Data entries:
========================================================================

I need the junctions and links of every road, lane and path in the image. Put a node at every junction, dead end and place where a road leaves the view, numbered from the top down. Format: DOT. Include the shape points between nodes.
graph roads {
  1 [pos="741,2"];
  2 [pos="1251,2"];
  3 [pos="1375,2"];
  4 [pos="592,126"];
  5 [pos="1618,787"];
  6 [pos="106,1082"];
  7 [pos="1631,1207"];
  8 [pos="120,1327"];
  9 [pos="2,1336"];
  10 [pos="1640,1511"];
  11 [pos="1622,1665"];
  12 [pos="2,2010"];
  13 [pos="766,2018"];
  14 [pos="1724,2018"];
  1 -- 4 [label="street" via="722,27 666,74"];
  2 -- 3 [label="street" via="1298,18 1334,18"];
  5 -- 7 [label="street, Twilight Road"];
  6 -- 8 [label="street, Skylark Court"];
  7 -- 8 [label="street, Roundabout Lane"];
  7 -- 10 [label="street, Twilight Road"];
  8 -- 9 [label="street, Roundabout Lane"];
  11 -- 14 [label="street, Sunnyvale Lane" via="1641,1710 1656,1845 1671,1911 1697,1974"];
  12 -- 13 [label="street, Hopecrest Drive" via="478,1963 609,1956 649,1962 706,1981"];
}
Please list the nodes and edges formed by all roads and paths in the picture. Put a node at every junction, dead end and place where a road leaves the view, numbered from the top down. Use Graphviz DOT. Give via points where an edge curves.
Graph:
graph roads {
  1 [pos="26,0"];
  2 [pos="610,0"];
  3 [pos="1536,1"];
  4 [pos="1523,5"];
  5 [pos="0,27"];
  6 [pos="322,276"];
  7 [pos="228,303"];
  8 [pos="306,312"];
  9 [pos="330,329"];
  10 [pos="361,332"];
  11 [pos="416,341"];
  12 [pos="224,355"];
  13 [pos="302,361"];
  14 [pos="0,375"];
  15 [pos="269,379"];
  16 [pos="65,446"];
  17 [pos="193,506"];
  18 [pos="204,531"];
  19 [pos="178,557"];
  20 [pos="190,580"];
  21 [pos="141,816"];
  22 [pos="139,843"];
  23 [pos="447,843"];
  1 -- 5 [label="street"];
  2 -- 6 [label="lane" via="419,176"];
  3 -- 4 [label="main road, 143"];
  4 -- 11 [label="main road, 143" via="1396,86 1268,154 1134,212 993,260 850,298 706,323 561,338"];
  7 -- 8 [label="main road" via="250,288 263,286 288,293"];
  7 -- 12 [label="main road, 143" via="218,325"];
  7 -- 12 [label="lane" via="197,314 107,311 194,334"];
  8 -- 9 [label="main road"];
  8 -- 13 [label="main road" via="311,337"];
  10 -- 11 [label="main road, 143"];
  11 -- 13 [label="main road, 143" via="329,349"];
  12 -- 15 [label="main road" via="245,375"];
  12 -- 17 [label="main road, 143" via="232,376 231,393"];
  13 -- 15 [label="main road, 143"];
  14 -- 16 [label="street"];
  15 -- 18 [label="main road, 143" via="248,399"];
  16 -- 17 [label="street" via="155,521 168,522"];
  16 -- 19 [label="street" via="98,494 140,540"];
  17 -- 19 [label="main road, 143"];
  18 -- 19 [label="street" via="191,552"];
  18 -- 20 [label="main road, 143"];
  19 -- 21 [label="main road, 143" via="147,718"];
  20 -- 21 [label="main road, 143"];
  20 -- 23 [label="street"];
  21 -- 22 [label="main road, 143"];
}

========================================================================

EXERCISE: The response should consist of all the entries, copied without any alteration.

YOUR SOLUTION:
I need the junctions and links of every road, lane and path in the image. Put a node at every junction, dead end and place where a road leaves the view, numbered from the top down. Format: DOT. Include the shape points between nodes.
graph roads {
  1 [pos="741,2"];
  2 [pos="1251,2"];
  3 [pos="1375,2"];
  4 [pos="592,126"];
  5 [pos="1618,787"];
  6 [pos="106,1082"];
  7 [pos="1631,1207"];
  8 [pos="120,1327"];
  9 [pos="2,1336"];
  10 [pos="1640,1511"];
  11 [pos="1622,1665"];
  12 [pos="2,2010"];
  13 [pos="766,2018"];
  14 [pos="1724,2018"];
  1 -- 4 [label="street" via="722,27 666,74"];
  2 -- 3 [label="street" via="1298,18 1334,18"];
  5 -- 7 [label="street, Twilight Road"];
  6 -- 8 [label="street, Skylark Court"];
  7 -- 8 [label="street, Roundabout Lane"];
  7 -- 10 [label="street, Twilight Road"];
  8 -- 9 [label="street, Roundabout Lane"];
  11 -- 14 [label="street, Sunnyvale Lane" via="1641,1710 1656,1845 1671,1911 1697,1974"];
  12 -- 13 [label="street, Hopecrest Drive" via="478,1963 609,1956 649,1962 706,1981"];
}
Please list the nodes and edges formed by all roads and paths in the picture. Put a node at every junction, dead end and place where a road leaves the view, numbered from the top down. Use Graphviz DOT. Give via points where an edge curves.
Graph:
graph roads {
  1 [pos="26,0"];
  2 [pos="610,0"];
  3 [pos="1536,1"];
  4 [pos="1523,5"];
  5 [pos="0,27"];
  6 [pos="322,276"];
  7 [pos="228,303"];
  8 [pos="306,312"];
  9 [pos="330,329"];
  10 [pos="361,332"];
  11 [pos="416,341"];
  12 [pos="224,355"];
  13 [pos="302,361"];
  14 [pos="0,375"];
  15 [pos="269,379"];
  16 [pos="65,446"];
  17 [pos="193,506"];
  18 [pos="204,531"];
  19 [pos="178,557"];
  20 [pos="190,580"];
  21 [pos="141,816"];
  22 [pos="139,843"];
  23 [pos="447,843"];
  1 -- 5 [label="street"];
  2 -- 6 [label="lane" via="419,176"];
  3 -- 4 [label="main road, 143"];
  4 -- 11 [label="main road, 143" via="1396,86 1268,154 1134,212 993,260 850,298 706,323 561,338"];
  7 -- 8 [label="main road" via="250,288 263,286 288,293"];
  7 -- 12 [label="main road, 143" via="218,325"];
  7 -- 12 [label="lane" via="197,314 107,311 194,334"];
  8 -- 9 [label="main road"];
  8 -- 13 [label="main road" via="311,337"];
  10 -- 11 [label="main road, 143"];
  11 -- 13 [label="main road, 143" via="329,349"];
  12 -- 15 [label="main road" via="245,375"];
  12 -- 17 [label="main road, 143" via="232,376 231,393"];
  13 -- 15 [label="main road, 143"];
  14 -- 16 [label="street"];
  15 -- 18 [label="main road, 143" via="248,399"];
  16 -- 17 [label="street" via="155,521 168,522"];
  16 -- 19 [label="street" via="98,494 140,540"];
  17 -- 19 [label="main road, 143"];
  18 -- 19 [label="street" via="191,552"];
  18 -- 20 [label="main road, 143"];
  19 -- 21 [label="main road, 143" via="147,718"];
  20 -- 21 [label="main road, 143"];
  20 -- 23 [label="street"];
  21 -- 22 [label="main road, 143"];
}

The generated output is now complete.